La menace des coups de forces militaires sur la démocratie et sur la stabilité sous-régionale est très inquiétante. L’espace ouest africain vient d’enregistrer son quatrième putsch en l’espace de trois ans – Mali, Guinée, Burkina Faso et aujourd’hui, le Niger. A qui le tour se demande les observateurs ?

Ces dernières années, l’agenda de la CEDEAO est concentré sur la gestion des crises relatives au Changement Anticonstitutionnel de Gouvernement dans ses Etats membres, en lieu et place, des politiques communautaires de développements, d’environnements, de santés, de gestion des ressources naturelles et de son agenda extérieur à l’UA et à l’ONU et de ses relations bilatérales.

Sous le leadership du président nouvellement élu à la tête de la République Fédérale du Nigéria et à la présidence tournante de la CEDEAO, Bolla TINUBU, l’instance régionale s’engage à y faire face et à mettre un terme à cette entrave à la démocratie, à la sécurité et au développement pour impulser une nouvelle dynamique à l’organisation, axée entre autres sur l’économie, le développement, la protection et la promotion des droits de l’homme, la démocratie et l’Etat de droit.

Pour réagir à la prise du pouvoir par les armes contre un président démocratiquement élu, le président Bazoum au Niger, la CEDEAO s’est réunie hier à Abuja (Nigéria) et a pris des mesures fortes, comparables à celles déjà imposées aux autorités militaires maliennes, guinéennes et burkinabés. Mais, cette fois ci, ces mesures vont au-delà des mesures politiques, diplomatiques, économiques et financières, elles englobement une dimension militaire, mais encore, plus importante, une nouvelle mesure jusque-là méconnue ou en tout cas peu utilisée dans la pratique de la gestion des crises régionales : la non reconnaissance des actes de la junte dans ses rapports avec les autres Etats.

Quelle est la faisabilité d’une intervention militaire de la CEDEAO dans un Etat membre ?
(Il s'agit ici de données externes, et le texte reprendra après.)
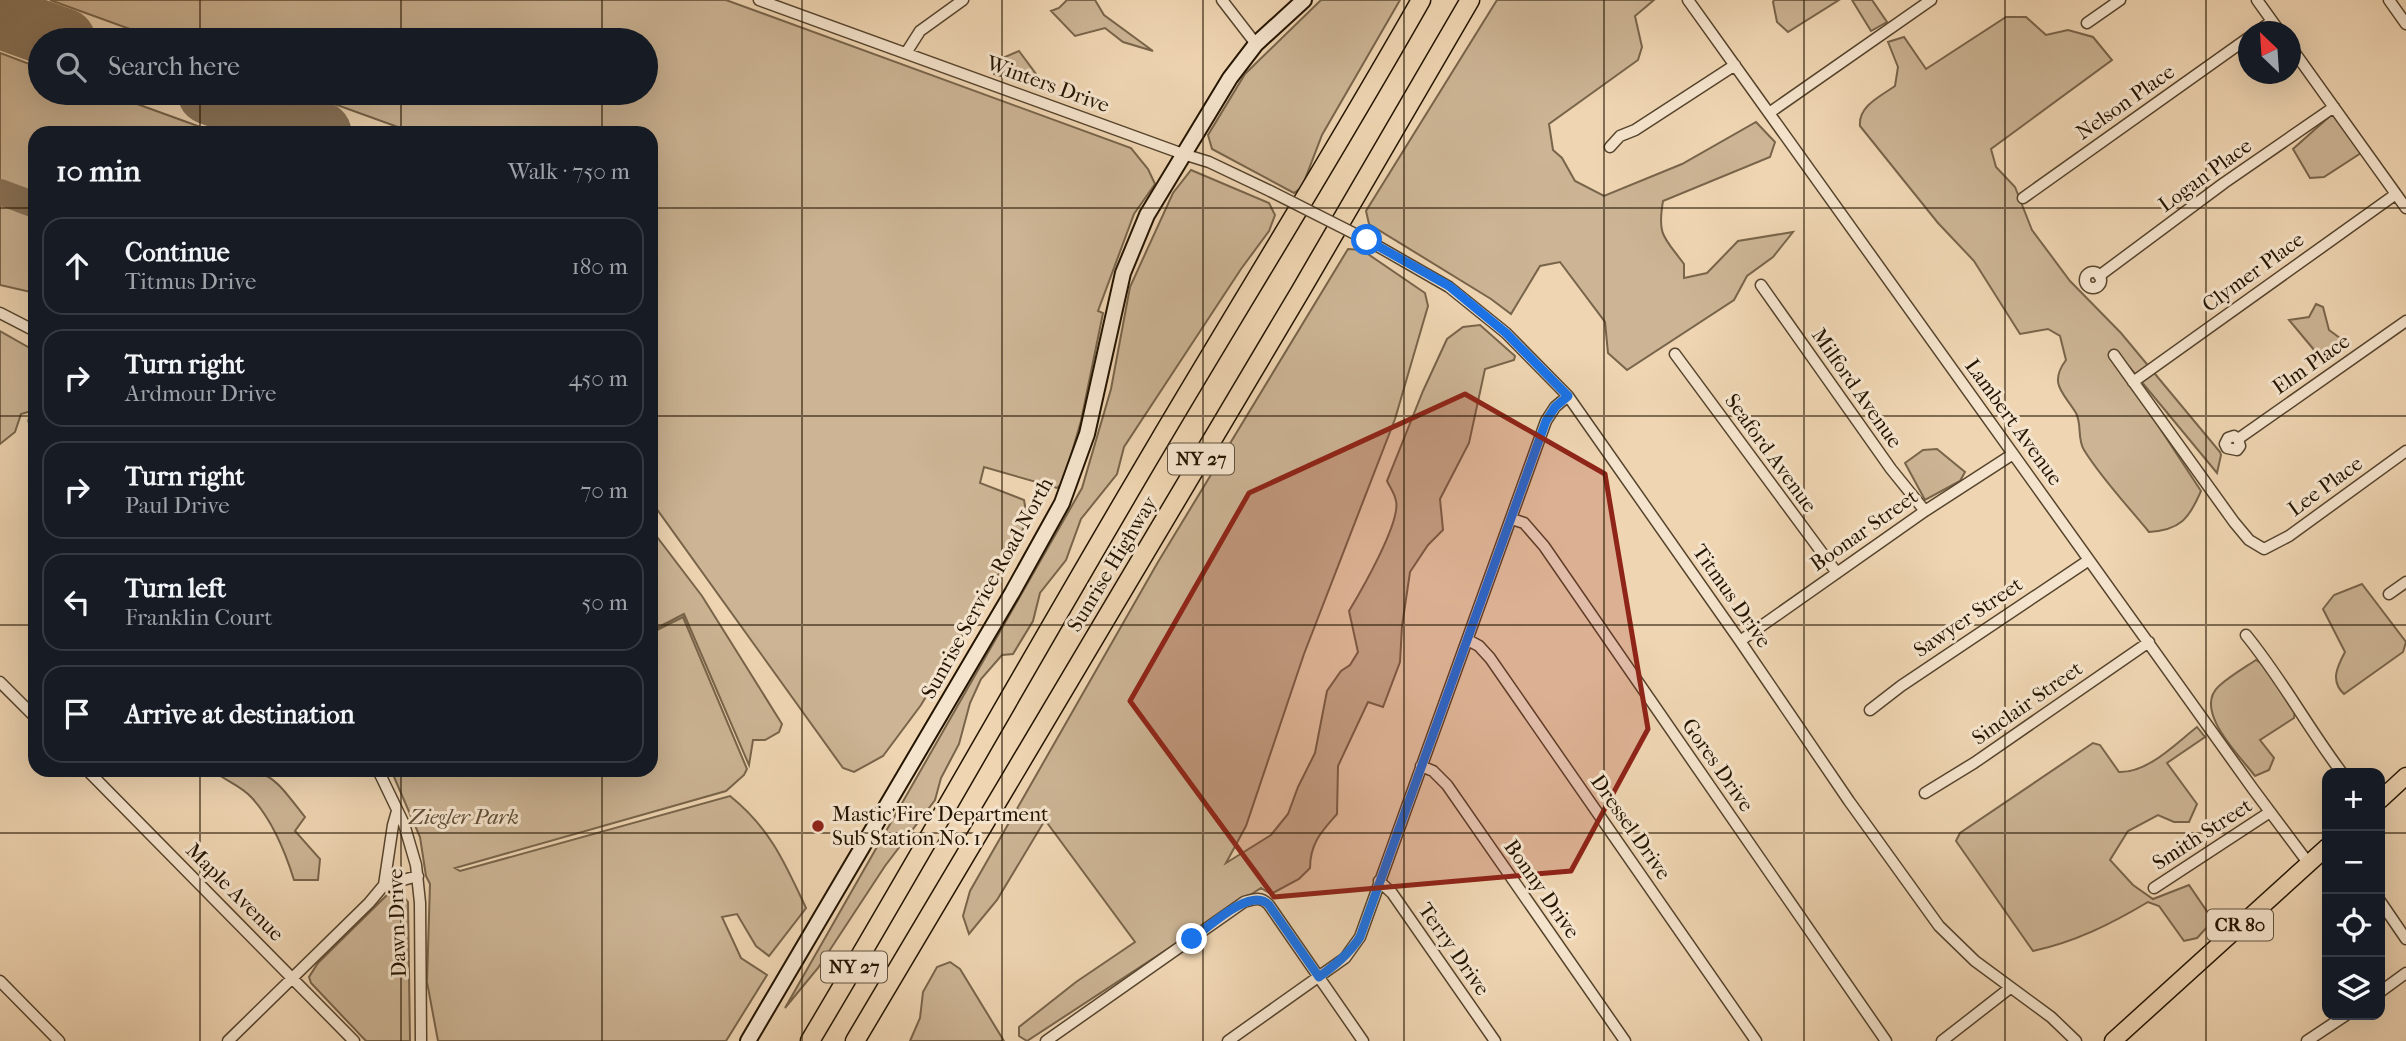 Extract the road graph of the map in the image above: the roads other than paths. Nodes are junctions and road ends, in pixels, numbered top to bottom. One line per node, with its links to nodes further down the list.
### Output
1 (759, 0): 17 (street, Winters Drive)
2 (962, 0): 17 (street)
3 (1222, 0): 15 (street)
4 (1304, 0): 15 (street, Sunrise Service Road North)
5 (1421, 0): 83 (highway, Sunrise Highway / NY 27)
6 (1470, 0): 84 (highway, Sunrise Highway / NY 27)
7 (1688, 0): 19 (street, Lambert Avenue)
8 (1931, 0): 21 (street)
9 (2120, 0): 13 (street)
10 (2258, 0): 12 (street)
11 (2389, 0): 14 (street)
12 (2272, 21)
13 (2087, 23)
14 (2406, 24)
15 (1256, 44): 23 (street, Sunrise Service Road North)
16 (2238, 46): 25 (street, Nelson Place)
17 (906, 53): 23 (street, Winters Drive)
18 (2301, 60): 20 (street)
19 (1735, 65): 21 (street, Lambert Avenue); 22 (street)
20 (2334, 107): 24 (street); 28 (street, Logan Place)
21 (1769, 113): 39 (street, Lambert Avenue)
22 (1610, 148)
23 (1183, 154): 27 (street, Winters Drive, bridge); 82 (street, Sunrise Service Road North)
24 (2396, 194): 26 (street); 35 (street, Clymer Place)
25 (2023, 198)
26 (2406, 208)
27 (1319, 215): 36 (street, Titmus Drive, bridge)
28 (2099, 275)
29 (1761, 285): 40 (street, Milford Avenue)
30 (0, 313): 32 (street)
31 (2406, 321): 37 (street, Elm Place)
32 (28, 327)
33 (1675, 354): 43 (street, Seaford Avenue)
34 (2114, 355): 35 (street)
35 (2133, 382): 38 (street, Lee Place)
36 (1568, 396): 41 (street); 48 (street, Titmus Drive)
37 (2238, 439)
38 (2406, 452)
39 (2013, 454): 40 (street, Boonar Street); 42 (street, Lambert Avenue)
40 (1925, 511): 43 (street, Boonar Street)
41 (1512, 519): 47 (street); 90 (street, Gores Drive)
42 (2089, 559): 49 (street, Lambert Avenue); 52 (street, Sawyer Street)
43 (1837, 573): 48 (street, Boonar Street)
44 (2406, 582): 45 (street)
45 (2389, 594)
46 (2246, 635): 54 (street)
47 (1468, 640): 53 (street); 89 (street, Dressel Drive)
48 (1740, 641): 74 (street, Titmus Drive)
49 (2149, 642): 58 (street, Sinclair Street); 61 (street, Lambert Avenue)
50 (0, 681): 51 (street)
51 (28, 710)
52 (1870, 710)
53 (1421, 766): 65 (street); 88 (street, Bonny Drive)
54 (2338, 768)
55 (2406, 776): 59 (main road)
56 (94, 777): 71 (street, Maple Avenue)
57 (382, 777): 60 (street, Dawn Drive)
58 (1925, 793)
59 (2385, 795)
60 (397, 811): 64 (street, Dawn Drive); 66 (street)
61 (2270, 811): 63 (street, Lambert Avenue); 67 (street, Smith Street)
62 (2322, 852): 63 (main road, CR 80)
63 (2309, 864): 93 (main road, CR 80)
64 (418, 876): 66 (street); 81 (street, Dawn Drive)
65 (1379, 881): 72 (street); 87 (street, Terry Drive)
66 (383, 885): 71 (street)
67 (2154, 888)
68 (2385, 908): 69 (street)
69 (2406, 939)
70 (2406, 973): 75 (street)
71 (292, 977): 79 (street); 80 (street, Maple Avenue)
72 (1319, 977): 77 (street); 85 (street); 86 (street)
73 (0, 981): 78 (street)
74 (2010, 988): 91 (street); 92 (street, Titmus Drive)
75 (2385, 988)
76 (2338, 1020): 94 (street)
77 (1230, 1040)
78 (59, 1041)
79 (228, 1041)
80 (354, 1041)
81 (421, 1041)
82 (748, 1041)
83 (810, 1041)
84 (855, 1041)
85 (1046, 1041)
86 (1363, 1041)
87 (1495, 1041)
88 (1625, 1041)
89 (1756, 1041)
90 (1886, 1041)
91 (1942, 1041)
92 (2076, 1041)
93 (2113, 1041)
94 (2307, 1041)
L’action coercitive militaire régionale n’emporte pas les mêmes portées politiques, juridiques, et géopolitiques en comparaison aux mesures coercitives non militaires qui n’exigent pas trop de formalité.

I – les entraves politiques d’une opération militaire de la CEDEAO au Niger

A l’image de l’ONU, la politique coercitive de la CEDEAO en matière de résolution des crises se déploie de manière progressive. Dans un premier temps, on privilégie le dialogue, la médiation. C’est dans ce cadre, que sont nommés des envoyés spéciaux, des médiateurs. En cas d’échec, elle peut entreprendre une action coercitive non militaire (sanction économique et financière). Dans un second temps, elle peut envisager le recours à la force. C’est-à-dire, une intervention militaire sur autorisation du Conseil de sécurité évidemment, si la situation l’exige.
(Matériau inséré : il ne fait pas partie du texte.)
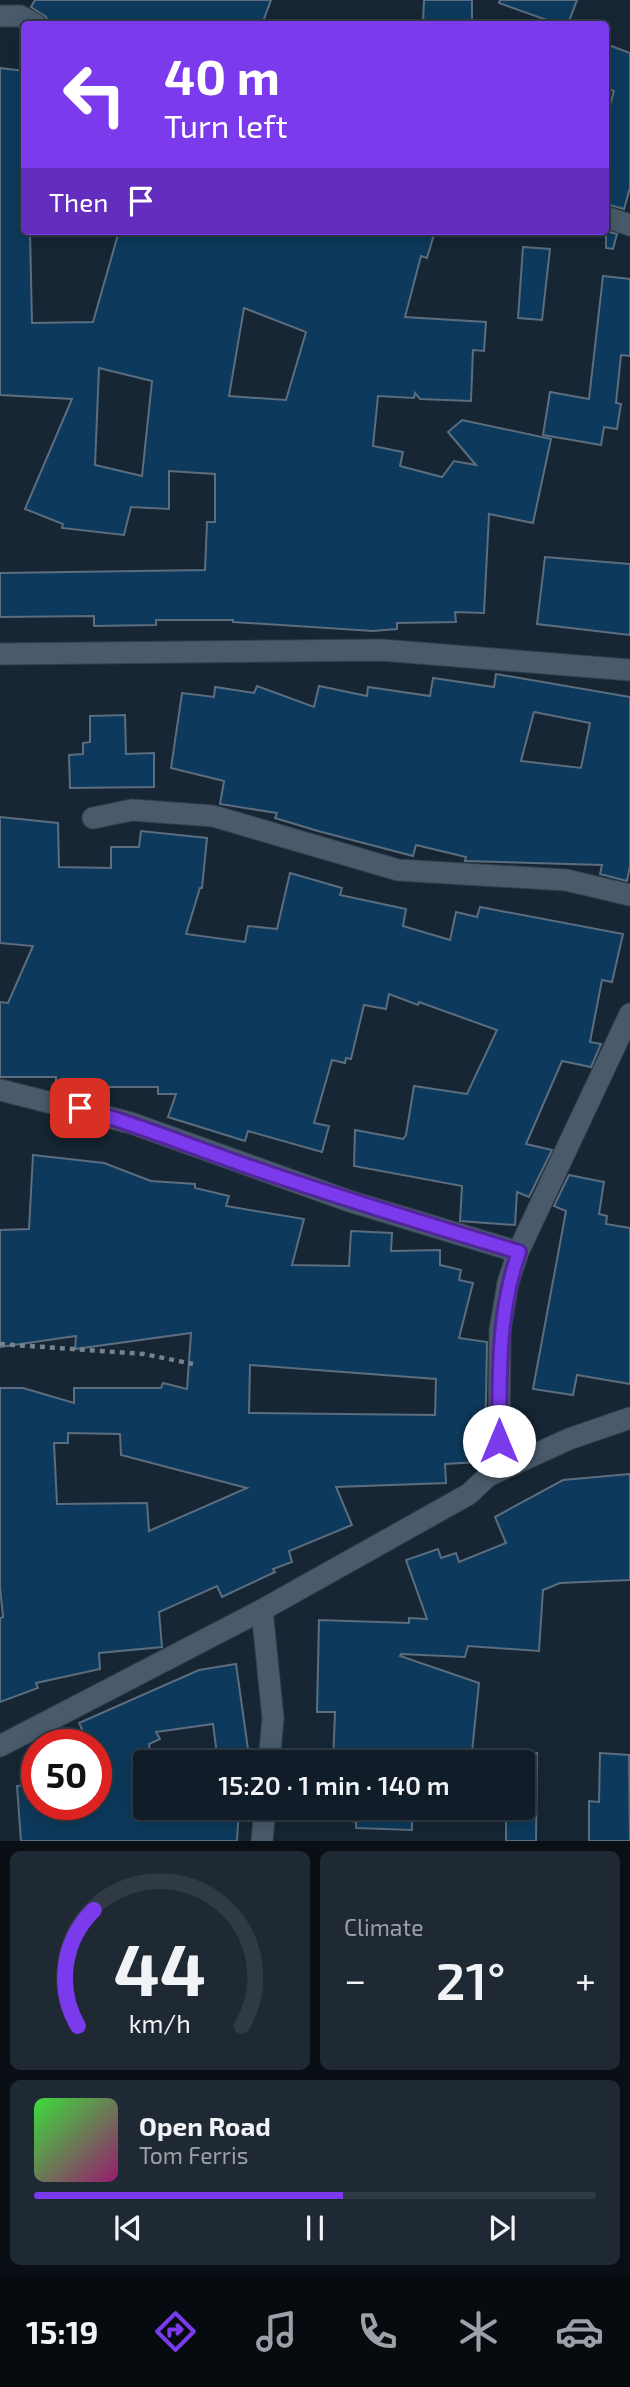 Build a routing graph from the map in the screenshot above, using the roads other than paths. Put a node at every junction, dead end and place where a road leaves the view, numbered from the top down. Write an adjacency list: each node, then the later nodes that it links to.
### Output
1 (0, 16): 2 (street)
2 (29, 21)
3 (609, 218): 4 (street)
4 (630, 225)
5 (0, 654): 6 (street)
6 (630, 670)
7 (93, 818): 8 (street)
8 (630, 895)
9 (630, 1014): 11 (street)
10 (0, 1090): 11 (street)
11 (519, 1252): 13 (street)
12 (630, 1418): 13 (street)
13 (488, 1475): 14 (street)
14 (262, 1610): 15 (street); 16 (street)
15 (0, 1746)
16 (270, 1750)
17 (264, 1820): 18 (street)
18 (262, 1841)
Également, l’ensemble de ce dispositif peut être entrepris en même temps. L’organisation n’est pas tenue de prendre les mesures les moins contraignantes aux mesures plus fermes, de mesures politiques, diplomatiques et économiques aux mesures militaires. Elle a une large manœuvre pour mettre en œuvre son dispositif coercitif.

Une donnée fondamentale gouverne toutefois la politique coercitive en matière de sécurité collective. Il s’agit de la faisabilité de l’action entreprise. C’est d’ailleurs pour cette raison que de nombreuses crises sont passées aux oubliettes à l’ONU et à l’UA.  Quelle est la portée par exemple d’une décision du Conseil de sécurité imposant des sanctions à la Russie ou appelant à intervenir militairement dans ce pays, sans une réelle capacité d’action suite à son agression de l’Ukraine ? Dans cette situation l’organisation concernée met en avant la question de l’effectivité de ses décisions et sa crédibilité. Qu’en est-il des mesures envisagées par la CEDEAO contre les autorités nigériennes ?

Les mesures annoncées par la CEDEAO sont surprenantes et à la limite irréalistes. Imposer un ultimatum d’une semaine pour la CEDEAO et de 15 jours en ce qui concerne l’UA à la junte nigérienne pour dit-on le retour à l’ordre constitutionnel et la restauration du président déchu dans ses fonctions présidentielles nous parait démesurer. La pratique nous enseigne que même l’exigence d’un retour à l’ordre constitutionnel dans les six mois prévus par les mécanismes ne fait pas l’objet d’application. Pour exemple, les transitions guinéennes, maliennes se rapprochent de plus en plus à des mandats électifs sans que l’organisation arrive à trouver une solution rapide. De même, les Etats membres de la CEDEAO qui ne connaissent pas ou peu d’instabilité intentionnelle rencontrent des difficultés pour être dans les délais constitutionnels en ce qui concerne les échéances électorales dans leurs pays. Ainsi, un retour rapide à la situation normale dans les pays en crise n’est pas aisé, d’autant plus que la notion de retour à l’ordre constitutionnel est un concept non défini. S’agit-il de l’ordre antérieur ou d’un nouvel ordre constitutionnel ? S’agira-t-il d’une transition militaire ou civile ou une gestion conjointe entre civiles et militaires ? Ces questions demeurent sans réponses.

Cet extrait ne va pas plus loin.